Start of Source information

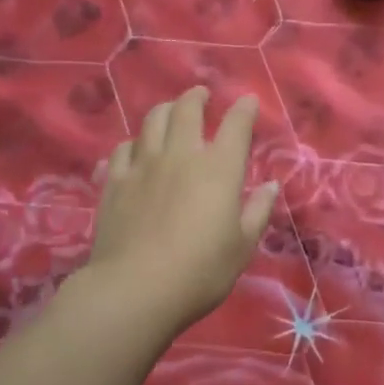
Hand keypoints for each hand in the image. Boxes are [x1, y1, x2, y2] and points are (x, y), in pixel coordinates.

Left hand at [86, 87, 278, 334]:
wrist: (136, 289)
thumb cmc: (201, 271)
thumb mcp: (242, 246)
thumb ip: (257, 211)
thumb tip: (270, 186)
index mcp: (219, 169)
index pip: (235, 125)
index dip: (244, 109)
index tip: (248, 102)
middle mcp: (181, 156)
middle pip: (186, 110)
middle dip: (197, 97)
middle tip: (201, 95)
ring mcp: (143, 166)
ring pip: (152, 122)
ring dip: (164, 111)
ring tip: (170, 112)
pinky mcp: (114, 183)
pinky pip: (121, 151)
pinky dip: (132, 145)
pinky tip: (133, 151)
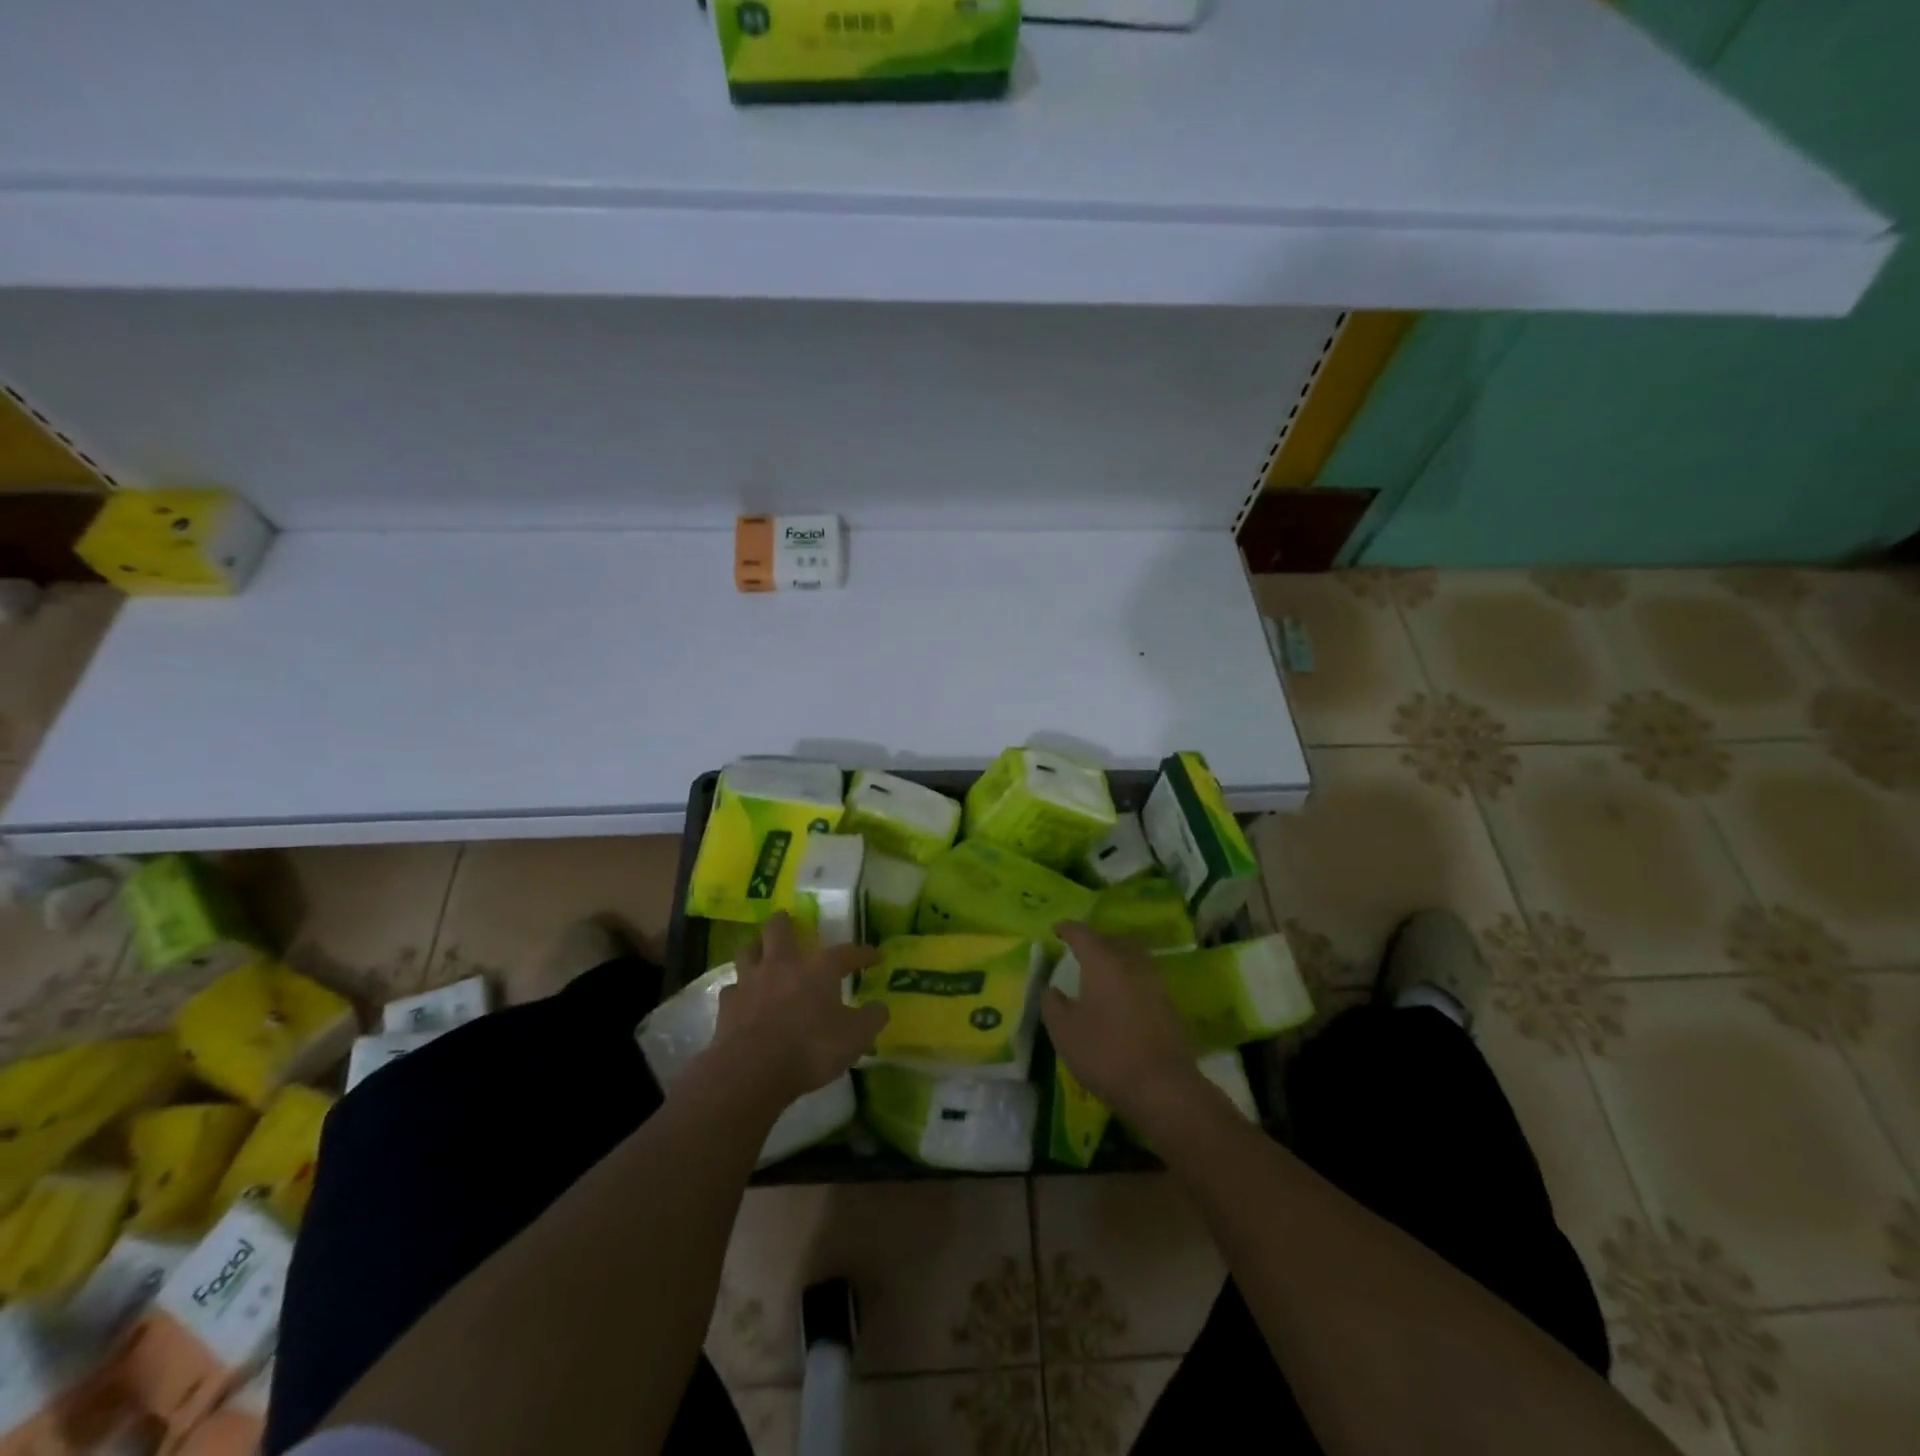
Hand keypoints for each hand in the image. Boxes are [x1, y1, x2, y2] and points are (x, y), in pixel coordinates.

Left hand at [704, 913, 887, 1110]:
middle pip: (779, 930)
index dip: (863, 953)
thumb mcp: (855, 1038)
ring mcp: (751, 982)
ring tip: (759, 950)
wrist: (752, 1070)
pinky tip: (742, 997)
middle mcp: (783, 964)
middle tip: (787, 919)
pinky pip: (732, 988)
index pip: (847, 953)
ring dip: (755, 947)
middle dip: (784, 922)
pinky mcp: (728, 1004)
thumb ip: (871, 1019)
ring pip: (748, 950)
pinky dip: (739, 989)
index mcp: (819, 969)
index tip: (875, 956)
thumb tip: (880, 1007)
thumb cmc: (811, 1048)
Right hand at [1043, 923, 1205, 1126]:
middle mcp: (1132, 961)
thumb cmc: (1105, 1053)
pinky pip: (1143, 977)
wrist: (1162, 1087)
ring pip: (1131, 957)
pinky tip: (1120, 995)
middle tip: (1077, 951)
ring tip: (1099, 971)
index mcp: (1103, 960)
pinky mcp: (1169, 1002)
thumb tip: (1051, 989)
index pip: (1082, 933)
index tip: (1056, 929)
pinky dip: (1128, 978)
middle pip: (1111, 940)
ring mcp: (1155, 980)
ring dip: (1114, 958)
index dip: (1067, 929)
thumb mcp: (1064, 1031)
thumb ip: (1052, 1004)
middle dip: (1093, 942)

End of Source information
Start of Source information

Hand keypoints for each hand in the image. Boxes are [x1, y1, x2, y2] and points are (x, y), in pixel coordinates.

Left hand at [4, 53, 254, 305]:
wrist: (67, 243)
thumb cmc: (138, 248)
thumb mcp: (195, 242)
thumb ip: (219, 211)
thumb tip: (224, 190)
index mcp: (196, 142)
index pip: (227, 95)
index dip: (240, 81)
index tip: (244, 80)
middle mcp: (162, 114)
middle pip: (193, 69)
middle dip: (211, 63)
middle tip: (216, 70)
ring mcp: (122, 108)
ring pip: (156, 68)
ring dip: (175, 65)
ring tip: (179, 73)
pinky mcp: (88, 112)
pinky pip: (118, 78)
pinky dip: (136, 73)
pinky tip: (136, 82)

End of Source information

**Requirement**
Exactly the lines above, from the one containing "middle mcp: (181, 156)" down to the one containing "middle tip: (787, 919)", are to be repeated, including both ends. Pictures are not part of the copy.

**Answer box**
middle mcp: (181, 156)
middle pip: (186, 110)
middle dip: (197, 97)
middle tip: (201, 95)
ring mcp: (143, 166)
ring pip: (152, 122)
ring dip: (164, 111)
ring tip: (170, 112)
pinky mcp: (114, 183)
pinky pip: (121, 151)
pinky dip: (132, 145)
pinky tip: (133, 151)
Hand keypoints for each hand in the image. Boxes are [x1, y1, x2, y2] and points are (x, y), in pixel coordinates.

Left hand at [704, 913, 887, 1110]:
middle pip: (779, 930)
index dip: (863, 953)
thumb mcp: (855, 1038)
ring mcp: (751, 982)
ring tip: (759, 950)
wrist: (752, 1070)
pinky tip: (742, 997)
middle mcp: (783, 964)
middle tip: (787, 919)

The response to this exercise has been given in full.